The rest is history. As an industry, we let a few who had a bad attitude toward privacy contaminate the whole idea of targeting. On March 8, 2011 David Vladeck, Director of the FTC's Bureau of Consumer Protection, speaking at the 4As annual meeting, warned agencies that if they and the Internet media did not create a Do Not Track Registry, the government would. Even before this happened, in fear response to the ongoing Wall Street Journal series of articles, four of the largest setters of Internet cookies for the industry pulled back on setting and selling cookies to ad networks. This same WSJ series has also caused research companies to put a freeze on new initiatives for Internet measurement that could provide huge steps forward for Internet advertising value.

There is still time to save the baby. In this blogpost I suggest a way I think will work to save the day for addressable commercials as well as the Internet, in terms of privacy.

Also in the 90s, Next Century Media (which I chaired) led the way with the Addressable Advertising Coalition, a group we founded with Discovery Networks Chairman and founder John Hendricks. The top 20 agencies all joined and six of them paid voluntary dues to support the nonprofit. P&G, GM and many other advertisers joined, as did all the major cable, satellite, and set-top box companies.

We should have included more people from the Internet side, especially since that is where all the privacy gaffes were made. Again, it is not too late to turn back to the right privacy solutions — reflecting the CASIE principles of full disclosure, consumer choice, and anonymity.

As pivotal as privacy is, solving the larger issue behind privacy is the key to solving it all. The real umbrella question is: how does technology optimize the link between individual tastes and desires, and the content that is suggested to the individual based on these interests?

This larger question contains the question: What is the ideal privacy solution?

We can see in light of this hidden larger question that there is a benefit to the consumer up to a certain point, in the “push” of addressable information packets, whether they be wrapped up as commercials/ads or as Amazon book suggestions or as Pandora music suggestions, and so on.

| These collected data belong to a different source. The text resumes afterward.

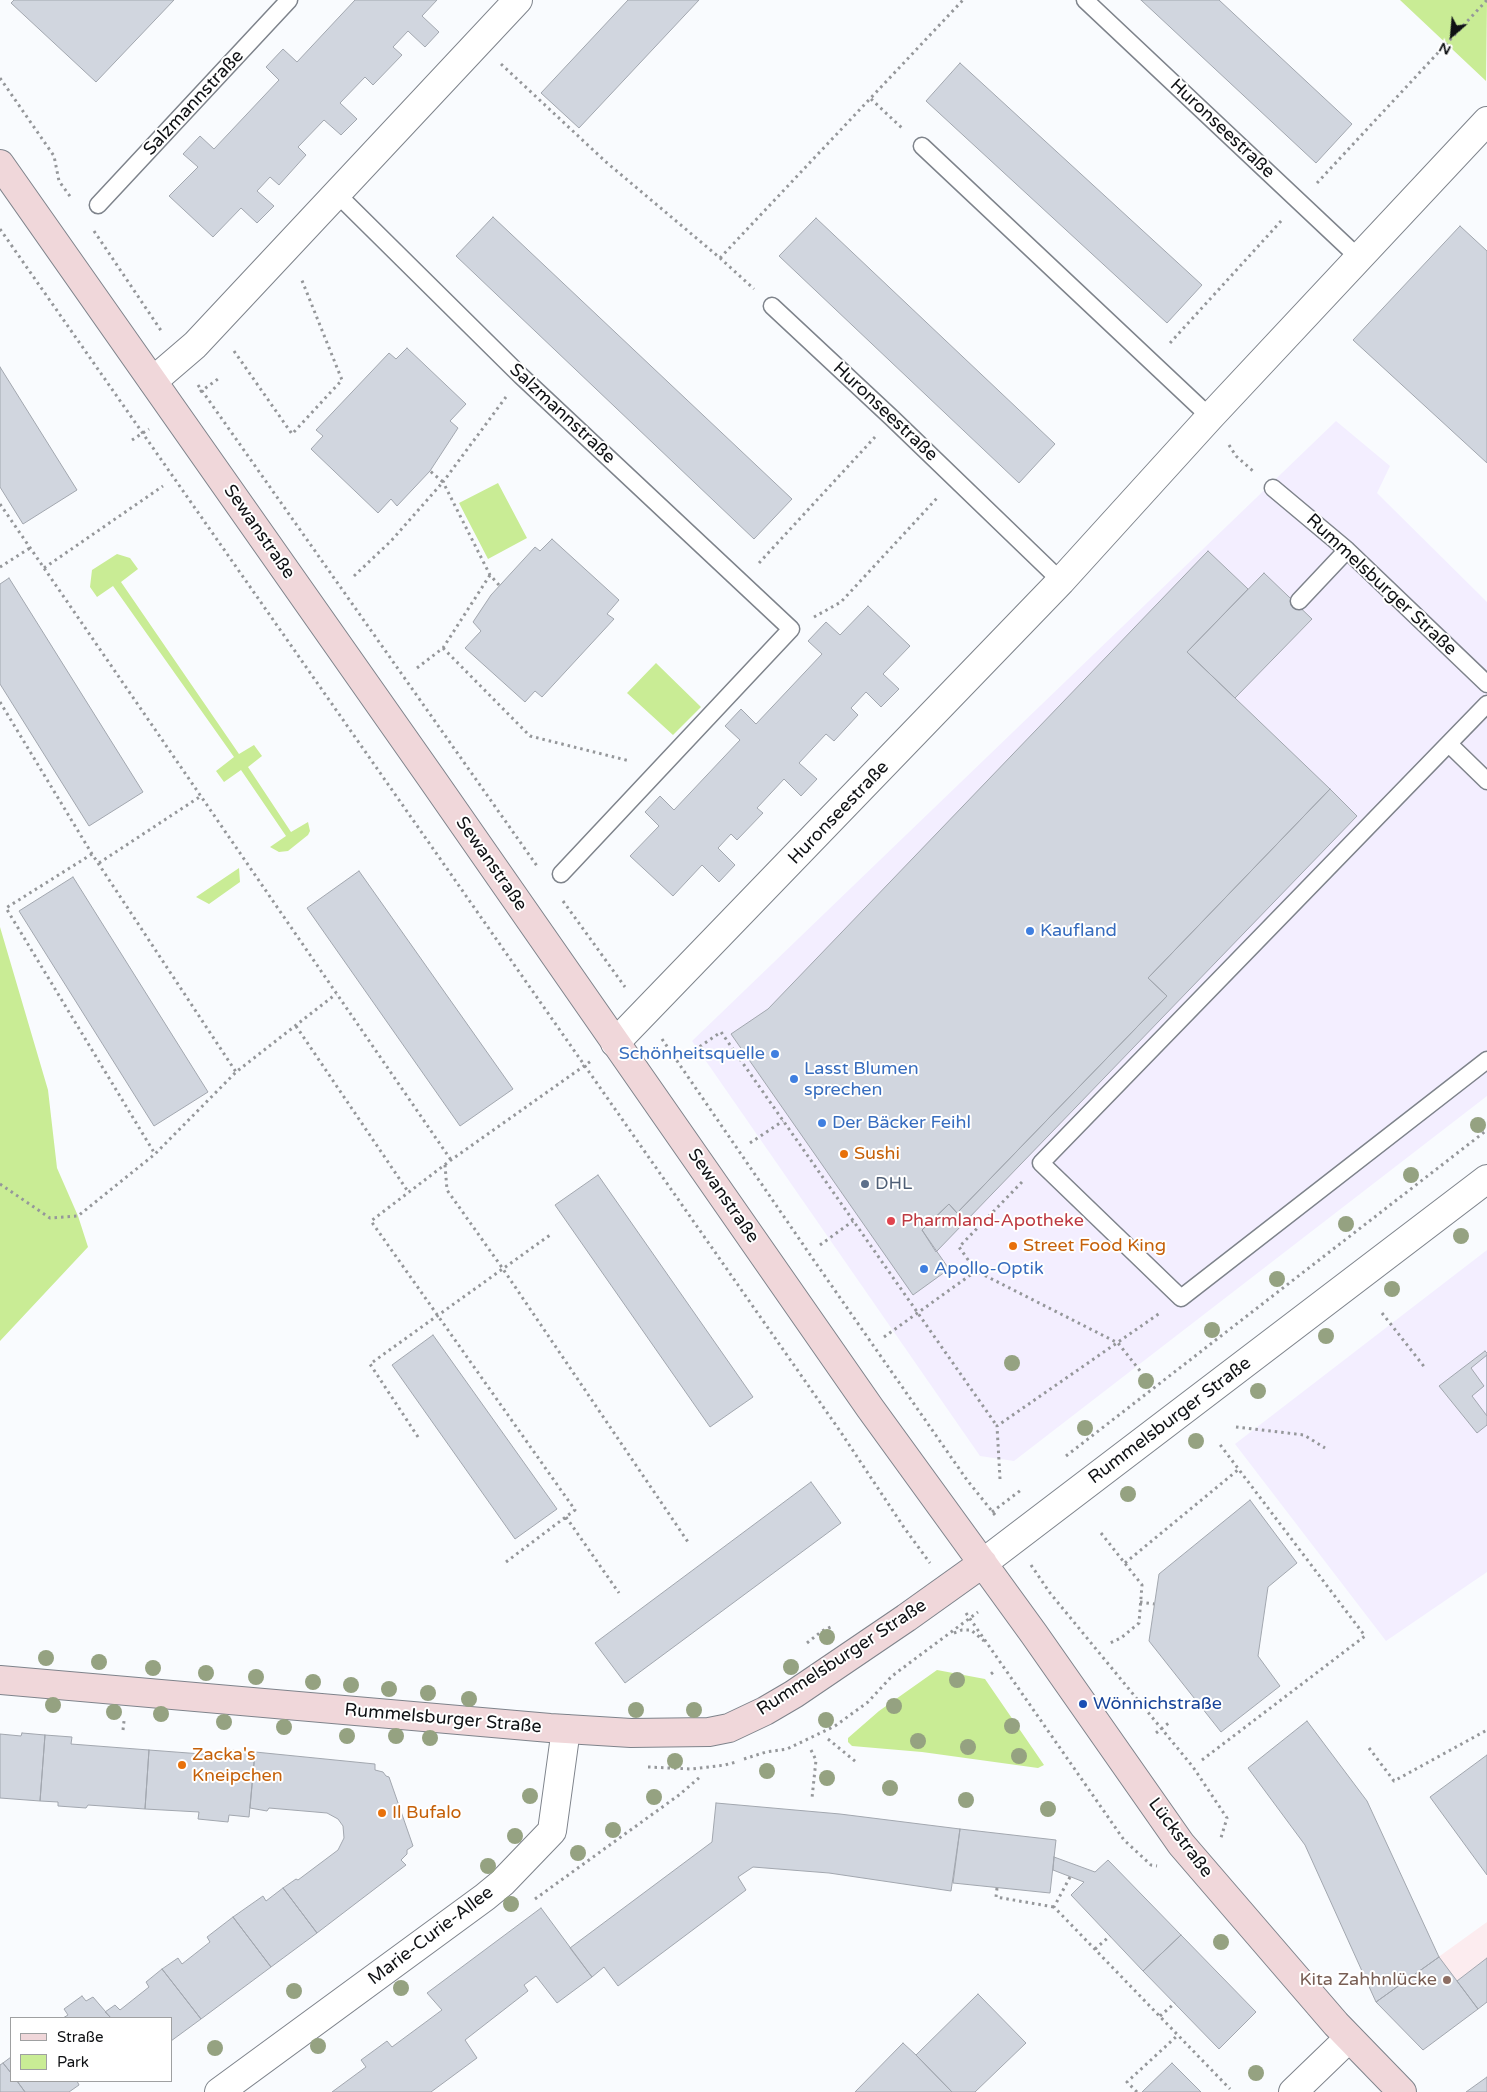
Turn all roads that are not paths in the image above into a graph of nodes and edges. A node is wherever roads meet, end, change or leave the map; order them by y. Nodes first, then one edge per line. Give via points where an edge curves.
1 (289, 0) edge
2 (518, 0) edge
3 (1085, 0) edge
4 (1487, 121) edge
5 (922, 146) road end
6 (0, 164) edge
7 (337, 194) junction
8 (98, 205) dead end
9 (1359, 258) junction
10 (772, 306) road end
11 (153, 381) junction
12 (1210, 417) junction
13 (1273, 488) road end
14 (1347, 550) junction
15 (1061, 581) junction
16 (1299, 601) dead end
17 (1487, 684) edge
18 (1487, 704) edge
19 (1448, 744) junction
20 (1487, 781) edge
21 (561, 874) dead end
22 (616, 1043) junction
23 (1487, 1060) edge
24 (1487, 1179) edge
25 (983, 1563) junction
26 (0, 1680) edge
27 (566, 1729) junction
28 (1350, 2038) junction
29 (219, 2092) edge
30 (1293, 2092) edge
31 (1402, 2092) edge

1 - 8 lane, Salzmannstraße
2 - 7 street
3 - 9 lane, Huronseestraße
4 - 9 street, Huronseestraße
5 - 12 lane
6 - 11 street, Sewanstraße
7 - 11 street via 195,345
7 - 21 lane, Salzmannstraße via 521,376 791,629
9 - 12 street, Huronseestraße
10 - 15 lane, Huronseestraße
11 - 22 street, Sewanstraße
12 - 15 street, Huronseestraße
13 - 14 lane, Rummelsburger Straße
14 - 16 lane
14 - 17 lane, Rummelsburger Straße
15 - 22 street, Huronseestraße
18 - 19 lane
19 - 20 lane
19 - 23 lane via 1041,1163 1181,1298
22 - 25 street, Sewanstraße via 870,1408
24 - 25 street, Rummelsburger Straße
25 - 27 street, Rummelsburger Straße via 794,1694 729,1728 688,1733
25 - 28 street, Lückstraße via 1181,1844
26 - 27 street, Rummelsburger Straße
27 - 29 street, Marie-Curie-Allee via 552,1830 540,1844 485,1897
28 - 30 street
28 - 31 street, Lückstraße

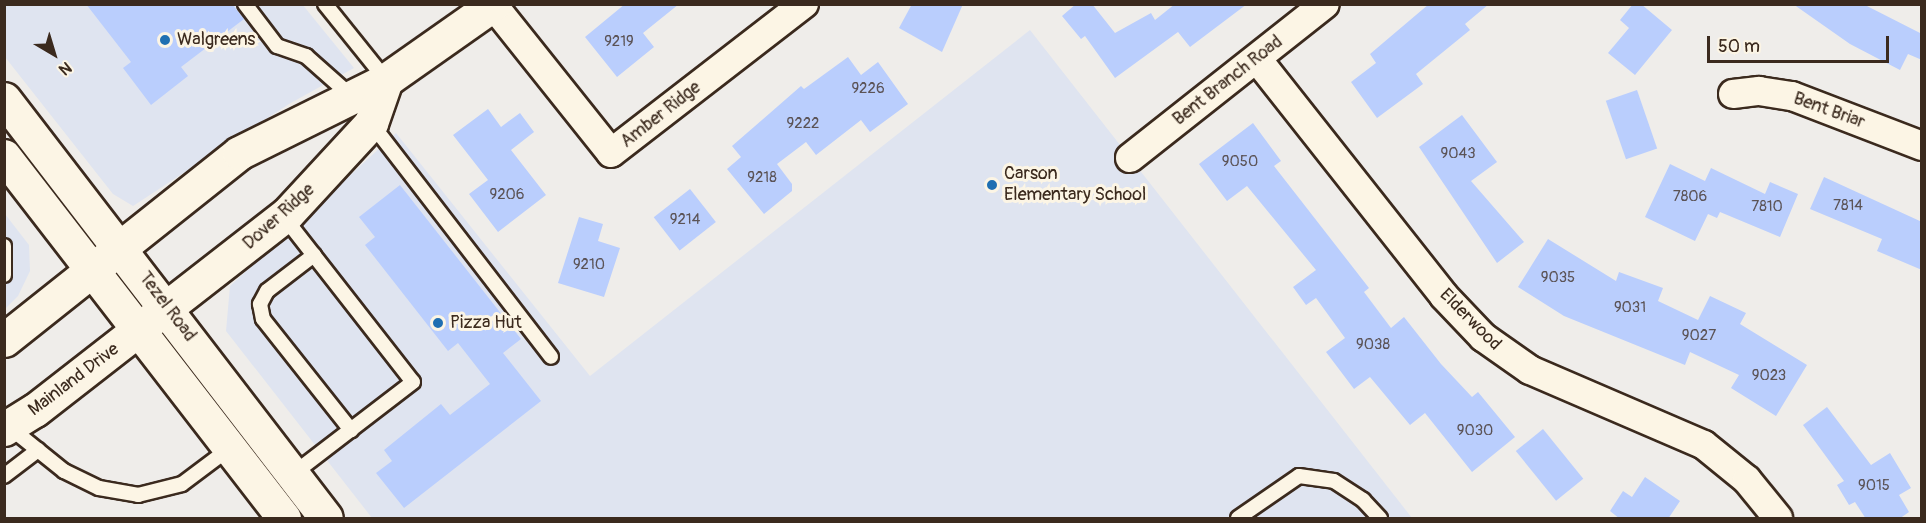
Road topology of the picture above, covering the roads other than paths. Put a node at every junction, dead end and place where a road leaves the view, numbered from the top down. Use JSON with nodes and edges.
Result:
{"nodes":[{"id":1,"x":245,"y":4,"type":"edge"},
{"id":2,"x":326,"y":4,"type":"edge"},
{"id":3,"x":804,"y":4,"type":"edge"},
{"id":4,"x":1325,"y":4,"type":"edge"},
{"id":5,"x":493,"y":5,"type":"edge"},
{"id":6,"x":1257,"y":59,"type":"junction"},
{"id":7,"x":386,"y":80,"type":"junction"},
{"id":8,"x":1733,"y":94,"type":"dead end"},
{"id":9,"x":351,"y":96,"type":"junction"},
{"id":10,"x":4,"y":99,"type":"edge"},
{"id":11,"x":370,"y":123,"type":"junction"},
{"id":12,"x":1922,"y":146,"type":"edge"},
{"id":13,"x":4,"y":156,"type":"edge"},
{"id":14,"x":1130,"y":158,"type":"dead end"},
{"id":15,"x":284,"y":217,"type":"junction"},
{"id":16,"x":120,"y":245,"type":"junction"},
{"id":17,"x":4,"y":246,"type":"edge"},
{"id":18,"x":314,"y":255,"type":"junction"},
{"id":19,"x":93,"y":266,"type":"junction"},
{"id":20,"x":4,"y":275,"type":"edge"},
{"id":21,"x":168,"y":308,"type":"junction"},
{"id":22,"x":142,"y":329,"type":"junction"},
{"id":23,"x":4,"y":340,"type":"edge"},
{"id":24,"x":551,"y":357,"type":"dead end"},
{"id":25,"x":6,"y":428,"type":"edge"},
{"id":26,"x":351,"y":430,"type":"junction"},
{"id":27,"x":230,"y":448,"type":"junction"},
{"id":28,"x":38,"y":450,"type":"junction"},
{"id":29,"x":293,"y":474,"type":"junction"},
{"id":30,"x":4,"y":476,"type":"edge"},
{"id":31,"x":284,"y":519,"type":"edge"},
{"id":32,"x":326,"y":519,"type":"edge"},
{"id":33,"x":1238,"y":519,"type":"edge"},
{"id":34,"x":1380,"y":519,"type":"edge"},
{"id":35,"x":1778,"y":519,"type":"edge"}],
"edges":[{"from":1,"to":9,"type":"lane"},
{"from":2,"to":7,"type":"lane"},
{"from":3,"to":5,"type":"street","name":"Amber Ridge"},
{"from":4,"to":6,"type":"street","name":"Bent Branch Road"},
{"from":5,"to":7,"type":"main road"},
{"from":6,"to":14,"type":"street","name":"Bent Branch Road"},
{"from":6,"to":35,"type":"street","name":"Elderwood"},
{"from":7,"to":9,"type":"main road"},
{"from":7,"to":11,"type":"main road","name":"Dover Ridge"},
{"from":8,"to":12,"type":"street","name":"Bent Briar"},
{"from":9,"to":16,"type":"main road"},
{"from":10,"to":16,"type":"main road","name":"Tezel Road"},
{"from":11,"to":15,"type":"main road","name":"Dover Ridge"},
{"from":11,"to":24,"type":"lane"},
{"from":13,"to":19,"type":"main road","name":"Tezel Road"},
{"from":15,"to":18,"type":"lane"},
{"from":15,"to":21,"type":"main road","name":"Dover Ridge"},
{"from":16,"to":19,"type":"main road"},
{"from":16,"to":21,"type":"main road","name":"Tezel Road"},
{"from":17,"to":20,"type":"lane"},
{"from":18,"to":26,"type":"lane"},
{"from":18,"to":26,"type":"lane"},
{"from":19,"to":22,"type":"main road","name":"Tezel Road"},
{"from":19,"to":23,"type":"main road"},
{"from":21,"to":22,"type":"main road","name":"Dover Ridge"},
{"from":21,"to":29,"type":"main road","name":"Tezel Road"},
{"from":22,"to":25,"type":"main road","name":"Mainland Drive"},
{"from":22,"to":27,"type":"main road","name":"Tezel Road"},
{"from":25,"to":28,"type":"lane"},
{"from":26,"to":29,"type":"lane"},
{"from":27,"to":28,"type":"lane"},
{"from":27,"to":31,"type":"main road","name":"Tezel Road"},
{"from":28,"to":30,"type":"lane"},
{"from":29,"to":32,"type":"main road","name":"Tezel Road"},
{"from":33,"to":34,"type":"lane"}]}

What the consumer objects to is when the information packet turns out not to be something he/she wants, and especially when it is embarrassing or disturbing to the consumer that the advertiser has a specific image of him or her — e.g. ads related to health matters, sex, or other touchy subjects.

Next Century Media’s (NCM’s) solution was to allow ad recipients to “punish” the system for ads delivered that were not appreciated, and to request notification via ads for brands in product/service categories where the person was actively shopping. “Punishing” was by means of a Boo button that would train the system to avoid serving ads that had metatags (keywords) the same as the ads that had been booed. (There was also an Applause button which today we see widely implemented as the Like button. It is not too late to add the Boo button alongside the Like button.)

Based on the NCM solution and the principles behind it, the best of breed answer to targeting algorithms in the future will reflect the idea: Optimize for the consumer. In other words, the machine learning systems must please the consumer at all costs, even if it means not delivering some ad to some person an advertiser would have liked to reach.

As my good friend Bob DeSena points out, if we do this right there will be no conflict between optimizing for the consumer and optimizing for the advertiser.

All of this implies allowing people to choose with whom you are allowed to share their information.

This was confirmed by a Gallup study whose results were released on December 23, 2010, which found that young and affluent Internet users would rather choose the advertisers they allow to target ads at them, rather than block all such targeted ads entirely. More recently released findings from a Ball State study show the same thing, adding that the same person has entirely different views on privacy depending on the context and what the incentives are.

It also suggests that brands themselves take an active positive role in identifying themselves as the good guys in terms of privacy — so that consumers include them in the good-guy list rather than the blocked list. Doing so will build strong relationships of trust and affinity with consumers.

The best of breed way to do this is by a means we call Branded In-Context Notification. (The ANA and IAB have a similar idea they call In-Context Notification, but in that paradigm the brand is not credited with the courtesy of offering full disclosure and choice; it is not Branded. The consumer may be grateful, but doesn’t know who to thank.) Next to a banner or other display/rich media ad on the Internet picture a smaller banner that has the brand’s logo and says “Privacy click here”. When the user clicks he/she sees a page also branded by the advertiser of the adjoining ad, in which there is full disclosure of how and why data are used to try to improve experience for the consumer, how the consumer can Boo/Applaud on the specific ad, how the consumer can opt out and reasons why the consumer benefits by not opting out.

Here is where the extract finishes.